Meet the Cast: Lightweights

Oh lord, this is going to be the toughest Meet the Cast yet. Bear with me.


Way back in the day, the UFC’s Lightweight division was so shallow that they cancelled it. But that was then. Since reestablishing it around 2006ish, 155 lbs has been one of the most active divisions in the company, especially since the UFC bought and absorbed the WEC promotion and brought a number of its Lightweight fighters over into the Octagon.


The belt has been something of a hot potato recently, especially with the close title fights associated with one Frankie Edgar. But I might be getting a little ahead of myself.


(Full Disclosure: Frankie Edgar is one of my top 2 favorite UFC fighters, so some of what I might say about the Lightweight division has quite a bit of bias associated with it, especially in light of the results of UFC 150 last weekend. But I’ll try to keep it down.)


Well, enough of my babbling, let’s get to the fighters!
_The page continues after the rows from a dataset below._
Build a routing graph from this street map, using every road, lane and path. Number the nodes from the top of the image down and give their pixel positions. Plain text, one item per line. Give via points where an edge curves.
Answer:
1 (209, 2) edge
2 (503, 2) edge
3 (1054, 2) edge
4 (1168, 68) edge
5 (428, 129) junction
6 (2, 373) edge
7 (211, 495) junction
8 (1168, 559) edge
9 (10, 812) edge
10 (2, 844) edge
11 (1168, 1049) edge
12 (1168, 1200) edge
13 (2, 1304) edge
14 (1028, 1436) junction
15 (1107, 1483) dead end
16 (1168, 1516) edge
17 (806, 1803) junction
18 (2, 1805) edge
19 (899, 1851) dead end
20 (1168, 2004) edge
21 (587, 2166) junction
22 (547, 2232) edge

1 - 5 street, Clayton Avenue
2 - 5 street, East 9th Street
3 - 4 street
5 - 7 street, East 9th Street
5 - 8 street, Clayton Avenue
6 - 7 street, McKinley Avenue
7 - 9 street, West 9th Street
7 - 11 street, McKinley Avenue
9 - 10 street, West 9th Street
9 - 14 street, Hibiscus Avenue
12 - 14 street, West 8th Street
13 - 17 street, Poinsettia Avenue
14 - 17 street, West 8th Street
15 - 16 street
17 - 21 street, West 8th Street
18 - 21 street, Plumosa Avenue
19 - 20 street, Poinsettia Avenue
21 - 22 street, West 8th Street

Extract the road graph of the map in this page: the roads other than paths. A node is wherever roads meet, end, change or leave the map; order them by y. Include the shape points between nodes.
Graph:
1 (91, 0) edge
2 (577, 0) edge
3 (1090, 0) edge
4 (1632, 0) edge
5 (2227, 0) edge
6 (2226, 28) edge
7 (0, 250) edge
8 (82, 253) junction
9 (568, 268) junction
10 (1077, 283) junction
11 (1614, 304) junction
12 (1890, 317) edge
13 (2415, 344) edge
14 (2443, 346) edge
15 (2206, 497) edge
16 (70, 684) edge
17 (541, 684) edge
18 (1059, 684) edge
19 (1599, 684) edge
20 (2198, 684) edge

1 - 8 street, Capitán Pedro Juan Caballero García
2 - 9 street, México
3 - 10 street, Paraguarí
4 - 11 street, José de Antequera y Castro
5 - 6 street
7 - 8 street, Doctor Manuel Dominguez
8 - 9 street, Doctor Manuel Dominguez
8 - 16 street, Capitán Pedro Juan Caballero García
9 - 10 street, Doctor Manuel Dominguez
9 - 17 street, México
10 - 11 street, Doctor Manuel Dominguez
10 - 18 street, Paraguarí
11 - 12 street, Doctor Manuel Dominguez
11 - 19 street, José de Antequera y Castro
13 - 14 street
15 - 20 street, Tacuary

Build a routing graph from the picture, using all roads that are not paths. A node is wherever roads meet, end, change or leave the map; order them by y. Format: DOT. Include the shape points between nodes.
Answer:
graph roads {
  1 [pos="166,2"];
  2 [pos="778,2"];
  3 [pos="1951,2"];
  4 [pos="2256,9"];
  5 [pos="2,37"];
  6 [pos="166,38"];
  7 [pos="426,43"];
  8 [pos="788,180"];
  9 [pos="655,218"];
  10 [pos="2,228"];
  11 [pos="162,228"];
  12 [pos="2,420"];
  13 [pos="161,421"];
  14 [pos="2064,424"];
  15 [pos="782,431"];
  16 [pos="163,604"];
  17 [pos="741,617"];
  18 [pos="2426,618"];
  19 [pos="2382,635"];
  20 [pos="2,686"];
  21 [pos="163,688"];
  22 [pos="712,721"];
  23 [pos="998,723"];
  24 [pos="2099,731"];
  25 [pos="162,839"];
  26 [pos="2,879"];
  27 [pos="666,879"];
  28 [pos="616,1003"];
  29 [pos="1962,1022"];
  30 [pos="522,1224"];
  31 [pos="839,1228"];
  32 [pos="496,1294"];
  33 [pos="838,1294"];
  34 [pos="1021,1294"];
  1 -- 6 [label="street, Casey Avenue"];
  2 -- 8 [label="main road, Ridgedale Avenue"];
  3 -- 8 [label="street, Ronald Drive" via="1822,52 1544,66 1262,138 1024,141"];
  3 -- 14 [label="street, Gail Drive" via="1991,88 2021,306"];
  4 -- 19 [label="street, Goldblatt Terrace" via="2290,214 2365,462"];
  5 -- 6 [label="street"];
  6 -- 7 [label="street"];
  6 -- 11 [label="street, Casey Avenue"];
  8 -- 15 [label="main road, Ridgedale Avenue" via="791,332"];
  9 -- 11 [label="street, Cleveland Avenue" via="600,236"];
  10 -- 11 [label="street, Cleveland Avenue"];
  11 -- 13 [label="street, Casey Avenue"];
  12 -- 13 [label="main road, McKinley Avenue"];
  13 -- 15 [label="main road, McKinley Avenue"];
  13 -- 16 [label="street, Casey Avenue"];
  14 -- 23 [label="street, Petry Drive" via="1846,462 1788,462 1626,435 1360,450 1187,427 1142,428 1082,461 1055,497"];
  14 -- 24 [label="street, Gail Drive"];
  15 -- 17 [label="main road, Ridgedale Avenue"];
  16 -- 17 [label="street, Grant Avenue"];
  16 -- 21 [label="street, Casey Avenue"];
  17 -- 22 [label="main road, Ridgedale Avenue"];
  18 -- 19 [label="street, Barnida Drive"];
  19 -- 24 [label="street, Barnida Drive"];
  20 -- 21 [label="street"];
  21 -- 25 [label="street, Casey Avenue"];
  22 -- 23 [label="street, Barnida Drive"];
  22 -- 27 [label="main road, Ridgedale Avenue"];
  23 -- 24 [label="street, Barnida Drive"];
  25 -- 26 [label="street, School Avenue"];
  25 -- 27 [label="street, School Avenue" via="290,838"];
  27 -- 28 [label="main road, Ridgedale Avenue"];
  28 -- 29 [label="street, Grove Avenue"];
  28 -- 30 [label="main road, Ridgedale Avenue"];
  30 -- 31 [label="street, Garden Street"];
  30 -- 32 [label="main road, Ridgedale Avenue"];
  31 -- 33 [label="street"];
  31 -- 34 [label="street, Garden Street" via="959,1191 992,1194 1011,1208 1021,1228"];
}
The Champ: Benson Henderson (17-2)


Bendo won the title against Frankie Edgar back in February at UFC 144, and then won the rematch this past weekend. He’s a big lightweight with great footwork, speed, and very solid wrestling. See those big ol legs? I would advise not getting kicked by him. But it’ll probably happen. His gas tank has yet to show signs of emptying, and he does a good job of being aggressive and pushing the pace.

Bendo also has the useful talent of not appearing to take damage in his fights; it’s amazing how often something like that can come in handy if the judges look at the scorecard and they see that one fighter hasn’t really taken any visible damage. (Note: BJ Penn has a very similar superpower that served him very well)

If one can come up with a criticism of Bendo, it’s that he has yet to finish a fight in the UFC. For someone that’s as big a lightweight as he is, he shouldn’t be lacking in power or in submissions (he doesn’t have too many TKOs to his name, but he does have great submissions and can definitely finish fights). And he will need that finishing power against Nate Diaz, the next title contender that Bendo will probably face on the last big Fox card this year.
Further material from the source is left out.